On the other hand, quite a lot of this neurotic tempermentalism is attributable to a general failure of belief. No, not in myself – don’t be silly. But in the disciplines and genres and media in which I do this work. So I’ll have to either sort that out too or simply remember to stop caring and do it anyway.
This is meant to be, I guess, dialectically related to the previous post. I would have slammed them together, but the thetical numbers didn’t look good with all of the pictures in the way:
The aura of my Macbook Pro has changed since the start of the economic crisis. The machine used to look like the latest iteration of an unceasing chain of ever-better machines, proceding from the ancient IBM Thinkpad I took with me to college (didn’t even have an ethernet slot, so I was off the internet just when the fun was starting) through some junky and less junky Dell desktops and laptops purchased through my grad school’s arrangement with the company, toward my first Powerbook and a MacBook force-gifted to my wife when I decided I needed more umpf, to this baby that I’m typing on right now and then beyond, to the thinner, better battery-life devices that I’d have next, that I’d be buying right about now. The general plan had been to keep them until there’s a year or so left on the extended warranty, buy a new fancy new cutting edge device, and then sell the old one carrying the remaining cover on eBay. But I’d sometimes even jump the gun on that plan, if the getting was good.

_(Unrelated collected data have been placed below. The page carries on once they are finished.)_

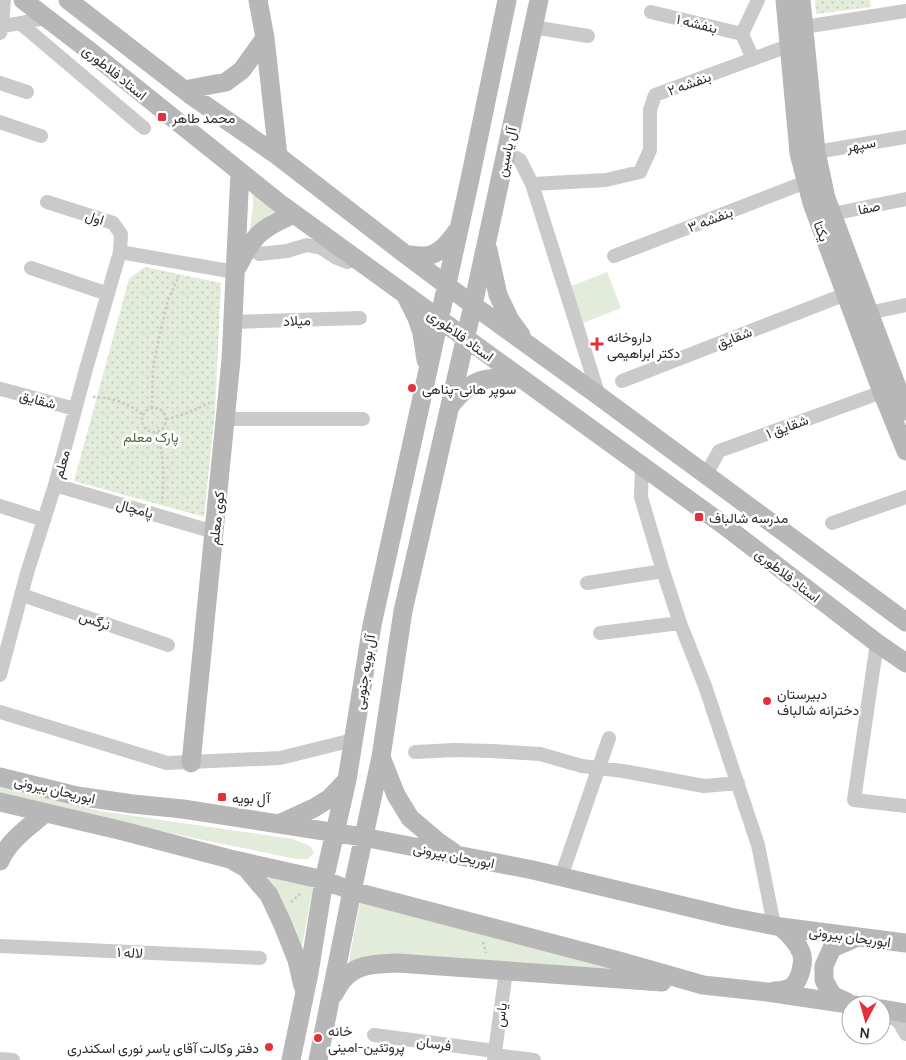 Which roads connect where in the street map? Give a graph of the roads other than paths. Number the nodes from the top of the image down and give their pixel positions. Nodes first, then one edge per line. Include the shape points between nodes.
1 (4, 0) edge
2 (23, 0) edge
3 (68, 0) edge
4 (258, 0) edge
5 (507, 0) edge
6 (539, 0) edge
7 (758, 0) edge
8 (785, 0) edge
9 (801, 0) edge
10 (906, 11) edge
11 (651, 12) dead end
12 (46, 18) junction
13 (20, 23) junction
14 (533, 27) junction
15 (804, 27) junction
16 (1, 29) edge
17 (742, 34) junction
18 (588, 36) dead end
19 (265, 38) junction
20 (788, 46) junction
21 (753, 59) junction
22 (0, 82) edge
23 (184, 90) junction
24 (27, 92) dead end
25 (0, 122) edge
26 (144, 128) dead end
27 (41, 136) dead end
28 (906, 137) edge
29 (506, 152) junction
30 (816, 152) junction
31 (278, 156) junction
32 (240, 172) junction
33 (470, 179) junction
34 (806, 182) junction
35 (532, 184) junction
36 (498, 188) junction
37 (906, 199) edge
38 (47, 202) dead end
39 (294, 214) junction
40 (832, 214) junction
41 (460, 228) junction
42 (486, 241) junction
43 (120, 252) junction
44 (259, 254) dead end
45 (405, 254) junction
46 (614, 256) dead end
47 (356, 259) junction
48 (31, 268) dead end
49 (236, 272) junction
50 (447, 286) junction
51 (108, 294) junction
52 (846, 294) junction
53 (406, 295) junction
54 (473, 305) junction
55 (906, 305) edge
56 (868, 312) junction
57 (360, 318) dead end
58 (439, 319) junction
59 (233, 322) junction
60 (465, 338) junction
61 (527, 345) junction
62 (427, 374) junction
63 (522, 379) junction
64 (622, 381) dead end
65 (895, 388) edge
66 (1, 389) edge
67 (599, 396) junction
68 (77, 403) junction
69 (449, 407) junction
70 (906, 411) edge
71 (225, 418) junction
72 (363, 420) dead end
73 (906, 451) edge
74 (642, 466) junction
75 (706, 475) junction
76 (55, 485) junction
77 (401, 493) junction
78 (906, 497) edge
79 (428, 498) junction
80 (0, 506) edge
81 (44, 520) junction
82 (832, 523) dead end
83 (214, 532) junction
84 (662, 571) junction
85 (587, 583) dead end
86 (22, 595) junction
87 (904, 619) edge
88 (680, 623) junction
89 (5, 633) edge
90 (600, 633) dead end
91 (876, 643) junction
92 (168, 645) dead end
93 (906, 663) edge
94 (0, 675) edge
95 (0, 712) edge
96 (609, 738) dead end
97 (353, 740) junction
98 (415, 752) dead end
99 (382, 757) junction
100 (191, 763) junction
101 (598, 768) junction
102 (0, 776) edge
103 (347, 780) junction
104 (738, 783) junction
105 (0, 802) edge
106 (906, 806) edge
107 (45, 813) junction
108 (279, 824) junction
109 (335, 832) junction
110 (363, 837) junction
111 (458, 856) junction
112 (230, 859) junction
113 (0, 861) edge
114 (560, 877) junction
115 (324, 880) junction
116 (352, 891) junction
117 (778, 926) junction
118 (859, 936) junction
119 (906, 943) edge
120 (0, 946) edge
121 (260, 958) dead end
122 (506, 971) junction
123 (703, 985) junction
124 (767, 992) junction
125 (304, 993) junction
126 (841, 998) edge
127 (330, 1000) junction
128 (841, 1003) edge
129 (891, 1011) edge
130 (906, 1013) edge
131 (891, 1016) edge
132 (906, 1034) edge
133 (374, 1035) dead end
134 (495, 1055) edge
135 (0, 1059) edge
136 (14, 1060) edge
137 (291, 1060) edge
138 (318, 1060) edge
139 (534, 1060) edge

1 - 16 street
2 - 12 main road, استاد فلاطوری
3 - 23 main road, استاد فلاطوری
4 - 19 main road
5 - 33 main road
6 - 14 main road, آل یاسین
7 - 17 street
8 - 20 main road, یکتا
9 - 15 main road, یکتا
10 - 15 street
11 - 17 street, بنفشه ۱
12 - 13 street
12 - 32 main road, استاد فلاطوری
13 - 16 street
13 - 26 street
14 - 18 street
14 - 29 main road, آل یاسین
15 - 30 main road, یکتا
17 - 21 street
19 - 23 main road via 242,70 226,82
19 - 31 main road
20 - 21 street, بنفشه ۲
20 - 34 main road, یکتا via 799,153
21 - 35 street, بنفشه ۲ via 655,95 650,110 650,150 640,172 606,180
22 - 24 street
23 - 31 main road, استاد فلاطوری
25 - 27 street
28 - 30 street, سپهر
29 - 35 street via 520,160
29 - 36 main road, آل یاسین
30 - 40 main road, یکتا
31 - 45 main road, استاد فلاطوری
32 - 39 main road, استاد فلاطوری
32 - 49 main road, کوی معلم
33 - 36 main road via 473,193 479,198 487,198
33 - 41 main road
34 - 46 street, بنفشه ۳
34 - 52 main road, یکتا
35 - 67 street
36 - 42 main road, آل یاسین
37 - 40 street, صفا
38 - 43 street, اول via 113,223 121,234
39 - 47 main road, استاد فلاطوری
39 - 49 main road, کوی معلم via 273,223 257,235
40 - 56 main road, یکتا
41 - 45 main road via 438,252 426,256
41 - 50 main road
42 - 54 main road, آل یاسین
42 - 61 main road via 498,295
43 - 49 street
43 - 51 street, معلم
44 - 47 street via 287,251 307,244 346,262
45 - 50 main road, استاد فلاطوری
47 - 53 main road, استاد فلاطوری
48 - 51 street
49 - 59 main road, کوی معلم
50 - 54 main road, استاد فلاطوری
50 - 58 main road, آل بویه جنوبی
51 - 68 street, معلم
52 - 64 street, شقایق
52 - 65 main road, یکتا
53 - 58 main road, استاد فلاطوری
53 - 62 main road via 422,333
54 - 60 main road
54 - 61 main road, استاد فلاطوری
55 - 56 street
56 - 65 main road, یکتا
57 - 59 street, میلاد
58 - 60 main road, استاد فلاطوری
58 - 62 main road, آل بویه جنوبی
59 - 71 main road, کوی معلم
60 - 63 main road, استاد فلاطوری
60 - 69 main road
61 - 67 main road, استاد فلاطوری
62 - 77 main road, آل بویه جنوبی
63 - 69 main road via 496,377 477,381
63 - 74 main road, استاد فلاطوری
65 - 70 main road, یکتا
65 - 73 main road, یکتا
65 - 75 street, شقایق ۱ via 719,451
66 - 68 street, شقایق
67 - 75 main road, استاد فلاطوری
68 - 76 street, معلم
69 - 79 main road
71 - 72 street
71 - 83 main road, کوی معلم
74 - 84 street via 641,497
74 - 91 main road, استاد فلاطوری
75 - 87 main road, استاد فلاطوری
76 - 81 street, معلم
76 - 83 street, پامچال
77 - 79 main road
77 - 97 main road, آل بویه جنوبی via 372,624
78 - 82 street
79 - 99 main road via 403,612
80 - 81 street
81 - 86 street, معلم
83 - 100 main road, کوی معلم
84 - 85 street
84 - 88 street
86 - 89 street, معلم
86 - 92 street, نرگس
88 - 90 street
88 - 104 street
89 - 94 street, معلم
91 - 93 main road, استاد فلاطوری
91 - 106 street via 854,800
95 - 100 street via 167,764
96 - 101 street
97 - 100 street via 280,758
97 - 103 main road, آل بویه جنوبی
98 - 101 street via 455,750 540,754
99 - 110 main road
99 - 111 main road via 396,794 410,818
101 - 104 street via 704,786
101 - 114 street
102 - 108 main road, ابوریحان بیرونی via 77,796
103 - 108 main road via 330,798
103 - 109 main road, آل بویه جنوبی
104 - 117 street via 758,845
105 - 107 main road, ابوریحان بیرونی
107 - 112 main road, ابوریحان بیرونی
107 - 113 main road via 4,852
108 - 109 main road, ابوریحان بیرونی
109 - 110 main road, ابوریحان بیرونی
109 - 115 main road, آل بویه جنوبی
110 - 111 main road, ابوریحان بیرونی
110 - 116 main road
111 - 114 main road, ابوریحان بیرونی
112 - 115 main road, ابوریحان بیرونی
112 - 125 main road via 246,868 269,895 297,960
114 - 117 main road, ابوریحان بیرونی
115 - 116 main road, ابوریحان بیرونی
115 - 125 main road, آل بویه جنوبی
116 - 123 main road, ابوریحان بیرونی
116 - 127 main road
117 - 118 main road, ابوریحان بیرونی
117 - 124 main road via 793,939 802,954 802,971 793,985
118 - 119 main road, ابوریحان بیرونی
118 - 126 main road via 832,948 824,966 824,980 832,994
120 - 121 street, لاله ۱
122 - 123 main road
122 - 127 main road via 371,964 355,968
122 - 134 street, یاس
123 - 124 main road, ابوریحان بیرونی
124 - 128 main road, ابوریحان بیرونی
125 - 137 main road, آل بویه جنوبی
127 - 138 main road
129 - 130 main road
131 - 132 street
133 - 134 street, فرسان
134 - 139 street, فرسان
135 - 136 street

Gradually, over the last several months, something has slipped. I’ve started viewing my MBP not as an evolutionary space-holder, simply waiting for it’s faster, better descendent to come along and take it’s place on my kitchen table, but rather as a long-term tool, something that I’ll keep around until it dies. I’ll last past the end of the warranty; I’ll pay to have it fixed. It’s hard drive is maxed out and I spent a large section of the night deleting old duplicate photographs to make more room. (We loved you Mr. Pepys, 2003-2004 RIP, but twenty pictures of you licking your sister and hiding in an empty cereal box and gurgling at birds through the window in Brooklyn are probably all that we can carry with us into the future, given the fact I’ve only got 400 MB of space left!) Obviously it won’t be my computer for life, these things are engineered to be that, but it feels that way for now – which is a new and historically symptomatic way for me to feel, all things considered.
Of course, this reaction is entirely knee-jerk and over-ambient. I haven’t lost money in this thing (well, my TIAA-CREF account has been shredded, but there were only like $8000 in there anyway. My only investment strategy was to bet against my better instincts…. It’s like putting money down against your hometown team in the Superbowl – either way you win, sorta…. I’ll just work until I die, I suppose….) and I could still afford to keep up my stupid mac-loyalty and pre-obsolescent replacement plan if I really wanted to. *
So the question of the previous post remains: what would it take to turn my silly performance of austerity, emblematic of the behavior patterns that are leading the Italian restaurants to ply you with free booze, into something that could actually reap left-benefit. I watch myself in these things because I am normal enough, in some important ways, to work as my own canary in the c.m.
* I know. I bought the eee. But the eee is not a computer, it is a secondary device. And it cost one-sixth of what I’d pay if I were to upgrade the MBP. The point holds, I think. Unless it doesn’t.